When you return the material, keep every line exactly as it is and omit the pictures.

━━ DATA PROVIDED

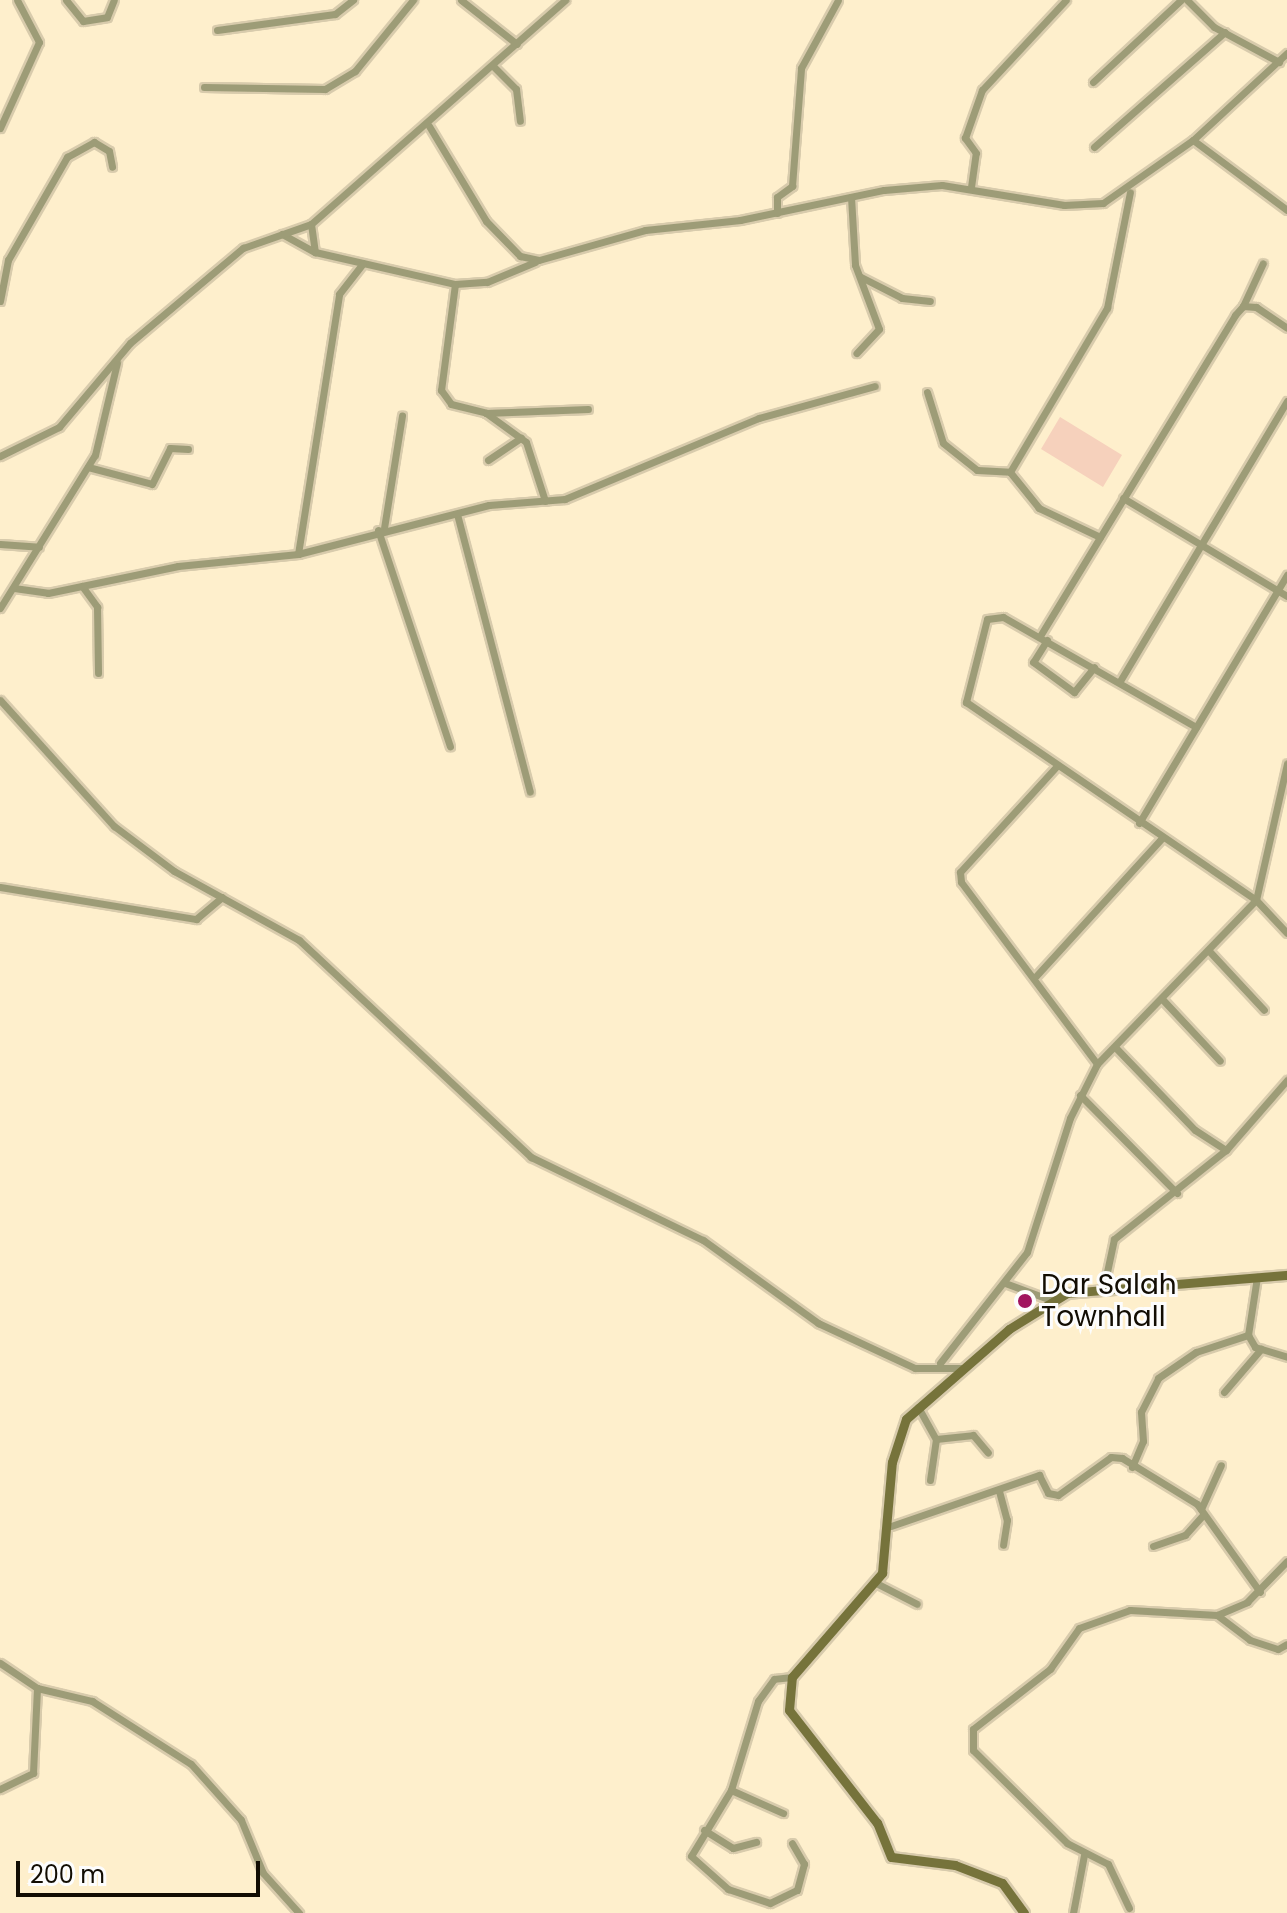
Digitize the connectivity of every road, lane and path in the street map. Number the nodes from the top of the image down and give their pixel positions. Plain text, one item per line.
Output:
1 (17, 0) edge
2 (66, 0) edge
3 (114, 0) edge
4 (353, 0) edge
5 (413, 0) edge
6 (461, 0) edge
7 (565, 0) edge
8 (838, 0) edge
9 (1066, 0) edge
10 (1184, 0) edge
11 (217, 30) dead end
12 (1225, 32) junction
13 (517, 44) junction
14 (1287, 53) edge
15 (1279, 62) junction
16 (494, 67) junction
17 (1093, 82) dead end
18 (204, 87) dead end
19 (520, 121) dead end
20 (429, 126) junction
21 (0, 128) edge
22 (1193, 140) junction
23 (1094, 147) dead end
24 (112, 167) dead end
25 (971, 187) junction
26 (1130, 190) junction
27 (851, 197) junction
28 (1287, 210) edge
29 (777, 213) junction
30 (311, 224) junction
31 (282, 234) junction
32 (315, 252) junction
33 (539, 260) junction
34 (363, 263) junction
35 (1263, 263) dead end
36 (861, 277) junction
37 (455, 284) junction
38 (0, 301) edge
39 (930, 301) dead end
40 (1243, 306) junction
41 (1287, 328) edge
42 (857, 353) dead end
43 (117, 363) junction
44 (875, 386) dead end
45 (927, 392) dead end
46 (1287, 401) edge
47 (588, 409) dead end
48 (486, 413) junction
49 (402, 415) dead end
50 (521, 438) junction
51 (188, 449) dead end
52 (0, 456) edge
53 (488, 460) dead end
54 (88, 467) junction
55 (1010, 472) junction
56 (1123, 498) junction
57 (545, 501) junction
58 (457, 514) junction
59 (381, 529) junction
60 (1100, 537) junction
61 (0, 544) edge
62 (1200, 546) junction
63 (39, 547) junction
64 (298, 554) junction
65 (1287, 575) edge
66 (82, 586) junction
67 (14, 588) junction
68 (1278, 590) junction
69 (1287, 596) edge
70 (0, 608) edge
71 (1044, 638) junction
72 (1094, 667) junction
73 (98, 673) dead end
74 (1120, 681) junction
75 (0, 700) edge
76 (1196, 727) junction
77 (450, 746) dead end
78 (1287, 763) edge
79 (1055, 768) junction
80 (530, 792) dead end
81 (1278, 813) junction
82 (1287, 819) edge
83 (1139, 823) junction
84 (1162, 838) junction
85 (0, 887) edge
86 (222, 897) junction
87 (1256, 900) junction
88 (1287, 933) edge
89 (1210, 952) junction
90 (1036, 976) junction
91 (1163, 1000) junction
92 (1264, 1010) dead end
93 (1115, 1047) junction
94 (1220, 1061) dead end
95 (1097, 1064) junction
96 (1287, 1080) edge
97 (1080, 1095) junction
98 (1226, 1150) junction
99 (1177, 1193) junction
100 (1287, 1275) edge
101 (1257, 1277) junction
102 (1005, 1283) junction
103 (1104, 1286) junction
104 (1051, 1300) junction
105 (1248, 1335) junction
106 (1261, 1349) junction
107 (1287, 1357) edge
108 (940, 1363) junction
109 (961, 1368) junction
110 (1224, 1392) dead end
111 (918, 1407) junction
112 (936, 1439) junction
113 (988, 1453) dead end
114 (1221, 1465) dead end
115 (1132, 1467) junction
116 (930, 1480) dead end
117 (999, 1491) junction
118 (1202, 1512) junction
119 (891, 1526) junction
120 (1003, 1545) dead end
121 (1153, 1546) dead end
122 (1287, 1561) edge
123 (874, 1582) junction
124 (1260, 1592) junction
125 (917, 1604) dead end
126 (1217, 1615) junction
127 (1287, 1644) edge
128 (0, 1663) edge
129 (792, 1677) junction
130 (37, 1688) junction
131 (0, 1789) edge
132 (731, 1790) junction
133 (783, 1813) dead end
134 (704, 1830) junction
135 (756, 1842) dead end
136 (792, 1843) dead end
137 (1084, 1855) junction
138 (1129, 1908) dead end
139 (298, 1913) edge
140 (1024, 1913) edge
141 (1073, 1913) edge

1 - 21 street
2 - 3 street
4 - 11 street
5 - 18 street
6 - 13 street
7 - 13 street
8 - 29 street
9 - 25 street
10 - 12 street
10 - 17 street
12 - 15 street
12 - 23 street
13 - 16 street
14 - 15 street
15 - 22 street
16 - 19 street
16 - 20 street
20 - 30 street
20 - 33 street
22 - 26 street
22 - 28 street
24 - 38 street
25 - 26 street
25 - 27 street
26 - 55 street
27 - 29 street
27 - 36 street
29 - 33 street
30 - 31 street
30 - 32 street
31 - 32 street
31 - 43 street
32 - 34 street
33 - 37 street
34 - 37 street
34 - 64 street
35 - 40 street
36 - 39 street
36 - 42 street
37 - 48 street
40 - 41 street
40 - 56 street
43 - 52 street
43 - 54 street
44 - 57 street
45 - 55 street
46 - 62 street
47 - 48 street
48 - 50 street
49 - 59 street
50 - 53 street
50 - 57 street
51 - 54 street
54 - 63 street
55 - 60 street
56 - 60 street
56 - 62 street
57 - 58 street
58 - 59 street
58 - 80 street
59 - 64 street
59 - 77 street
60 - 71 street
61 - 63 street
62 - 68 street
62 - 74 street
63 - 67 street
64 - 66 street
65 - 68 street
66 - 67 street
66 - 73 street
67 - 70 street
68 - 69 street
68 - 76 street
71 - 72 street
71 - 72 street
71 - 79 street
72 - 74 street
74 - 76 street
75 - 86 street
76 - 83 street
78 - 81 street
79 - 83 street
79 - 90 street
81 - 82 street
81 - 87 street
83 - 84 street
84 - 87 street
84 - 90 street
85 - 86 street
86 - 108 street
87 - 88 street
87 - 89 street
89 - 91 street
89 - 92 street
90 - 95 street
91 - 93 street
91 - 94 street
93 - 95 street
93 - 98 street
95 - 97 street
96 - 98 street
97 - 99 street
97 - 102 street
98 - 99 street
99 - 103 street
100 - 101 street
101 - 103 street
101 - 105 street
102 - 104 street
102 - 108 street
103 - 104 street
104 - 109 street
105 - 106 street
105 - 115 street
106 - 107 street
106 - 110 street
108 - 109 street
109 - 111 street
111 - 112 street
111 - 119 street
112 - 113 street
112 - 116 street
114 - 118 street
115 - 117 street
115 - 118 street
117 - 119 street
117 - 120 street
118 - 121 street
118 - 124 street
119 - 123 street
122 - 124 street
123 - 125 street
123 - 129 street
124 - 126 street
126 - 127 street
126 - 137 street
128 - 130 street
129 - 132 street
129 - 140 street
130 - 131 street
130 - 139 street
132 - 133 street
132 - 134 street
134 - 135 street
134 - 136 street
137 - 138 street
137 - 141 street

━━━━

ANSWER BELOW
Digitize the connectivity of every road, lane and path in the street map. Number the nodes from the top of the image down and give their pixel positions. Plain text, one item per line.
Output:
1 (17, 0) edge
2 (66, 0) edge
3 (114, 0) edge
4 (353, 0) edge
5 (413, 0) edge
6 (461, 0) edge
7 (565, 0) edge
8 (838, 0) edge
9 (1066, 0) edge
10 (1184, 0) edge
11 (217, 30) dead end
12 (1225, 32) junction
13 (517, 44) junction
14 (1287, 53) edge
15 (1279, 62) junction
16 (494, 67) junction
17 (1093, 82) dead end
18 (204, 87) dead end
19 (520, 121) dead end
20 (429, 126) junction
21 (0, 128) edge
22 (1193, 140) junction
23 (1094, 147) dead end
24 (112, 167) dead end
25 (971, 187) junction
26 (1130, 190) junction
27 (851, 197) junction
28 (1287, 210) edge
29 (777, 213) junction
30 (311, 224) junction
31 (282, 234) junction
32 (315, 252) junction
33 (539, 260) junction
34 (363, 263) junction
35 (1263, 263) dead end
36 (861, 277) junction
37 (455, 284) junction
38 (0, 301) edge
39 (930, 301) dead end
40 (1243, 306) junction
41 (1287, 328) edge
42 (857, 353) dead end
43 (117, 363) junction
44 (875, 386) dead end
45 (927, 392) dead end
46 (1287, 401) edge
47 (588, 409) dead end
48 (486, 413) junction
49 (402, 415) dead end
50 (521, 438) junction
51 (188, 449) dead end
52 (0, 456) edge
53 (488, 460) dead end
54 (88, 467) junction
55 (1010, 472) junction
56 (1123, 498) junction
57 (545, 501) junction
58 (457, 514) junction
59 (381, 529) junction
60 (1100, 537) junction
61 (0, 544) edge
62 (1200, 546) junction
63 (39, 547) junction
64 (298, 554) junction
65 (1287, 575) edge
66 (82, 586) junction
67 (14, 588) junction
68 (1278, 590) junction
69 (1287, 596) edge
70 (0, 608) edge
71 (1044, 638) junction
72 (1094, 667) junction
73 (98, 673) dead end
74 (1120, 681) junction
75 (0, 700) edge
76 (1196, 727) junction
77 (450, 746) dead end
78 (1287, 763) edge
79 (1055, 768) junction
80 (530, 792) dead end
81 (1278, 813) junction
82 (1287, 819) edge
83 (1139, 823) junction
84 (1162, 838) junction
85 (0, 887) edge
86 (222, 897) junction
87 (1256, 900) junction
88 (1287, 933) edge
89 (1210, 952) junction
90 (1036, 976) junction
91 (1163, 1000) junction
92 (1264, 1010) dead end
93 (1115, 1047) junction
94 (1220, 1061) dead end
95 (1097, 1064) junction
96 (1287, 1080) edge
97 (1080, 1095) junction
98 (1226, 1150) junction
99 (1177, 1193) junction
100 (1287, 1275) edge
101 (1257, 1277) junction
102 (1005, 1283) junction
103 (1104, 1286) junction
104 (1051, 1300) junction
105 (1248, 1335) junction
106 (1261, 1349) junction
107 (1287, 1357) edge
108 (940, 1363) junction
109 (961, 1368) junction
110 (1224, 1392) dead end
111 (918, 1407) junction
112 (936, 1439) junction
113 (988, 1453) dead end
114 (1221, 1465) dead end
115 (1132, 1467) junction
116 (930, 1480) dead end
117 (999, 1491) junction
118 (1202, 1512) junction
119 (891, 1526) junction
120 (1003, 1545) dead end
121 (1153, 1546) dead end
122 (1287, 1561) edge
123 (874, 1582) junction
124 (1260, 1592) junction
125 (917, 1604) dead end
126 (1217, 1615) junction
127 (1287, 1644) edge
128 (0, 1663) edge
129 (792, 1677) junction
130 (37, 1688) junction
131 (0, 1789) edge
132 (731, 1790) junction
133 (783, 1813) dead end
134 (704, 1830) junction
135 (756, 1842) dead end
136 (792, 1843) dead end
137 (1084, 1855) junction
138 (1129, 1908) dead end
139 (298, 1913) edge
140 (1024, 1913) edge
141 (1073, 1913) edge

1 - 21 street
2 - 3 street
4 - 11 street
5 - 18 street
6 - 13 street
7 - 13 street
8 - 29 street
9 - 25 street
10 - 12 street
10 - 17 street
12 - 15 street
12 - 23 street
13 - 16 street
14 - 15 street
15 - 22 street
16 - 19 street
16 - 20 street
20 - 30 street
20 - 33 street
22 - 26 street
22 - 28 street
24 - 38 street
25 - 26 street
25 - 27 street
26 - 55 street
27 - 29 street
27 - 36 street
29 - 33 street
30 - 31 street
30 - 32 street
31 - 32 street
31 - 43 street
32 - 34 street
33 - 37 street
34 - 37 street
34 - 64 street
35 - 40 street
36 - 39 street
36 - 42 street
37 - 48 street
40 - 41 street
40 - 56 street
43 - 52 street
43 - 54 street
44 - 57 street
45 - 55 street
46 - 62 street
47 - 48 street
48 - 50 street
49 - 59 street
50 - 53 street
50 - 57 street
51 - 54 street
54 - 63 street
55 - 60 street
56 - 60 street
56 - 62 street
57 - 58 street
58 - 59 street
58 - 80 street
59 - 64 street
59 - 77 street
60 - 71 street
61 - 63 street
62 - 68 street
62 - 74 street
63 - 67 street
64 - 66 street
65 - 68 street
66 - 67 street
66 - 73 street
67 - 70 street
68 - 69 street
68 - 76 street
71 - 72 street
71 - 72 street
71 - 79 street
72 - 74 street
74 - 76 street
75 - 86 street
76 - 83 street
78 - 81 street
79 - 83 street
79 - 90 street
81 - 82 street
81 - 87 street
83 - 84 street
84 - 87 street
84 - 90 street
85 - 86 street
86 - 108 street
87 - 88 street
87 - 89 street
89 - 91 street
89 - 92 street
90 - 95 street
91 - 93 street
91 - 94 street
93 - 95 street
93 - 98 street
95 - 97 street
96 - 98 street
97 - 99 street
97 - 102 street
98 - 99 street
99 - 103 street
100 - 101 street
101 - 103 street
101 - 105 street
102 - 104 street
102 - 108 street
103 - 104 street
104 - 109 street
105 - 106 street
105 - 115 street
106 - 107 street
106 - 110 street
108 - 109 street
109 - 111 street
111 - 112 street
111 - 119 street
112 - 113 street
112 - 116 street
114 - 118 street
115 - 117 street
115 - 118 street
117 - 119 street
117 - 120 street
118 - 121 street
118 - 124 street
119 - 123 street
122 - 124 street
123 - 125 street
123 - 129 street
124 - 126 street
126 - 127 street
126 - 137 street
128 - 130 street
129 - 132 street
129 - 140 street
130 - 131 street
130 - 139 street
132 - 133 street
132 - 134 street
134 - 135 street
134 - 136 street
137 - 138 street
137 - 141 street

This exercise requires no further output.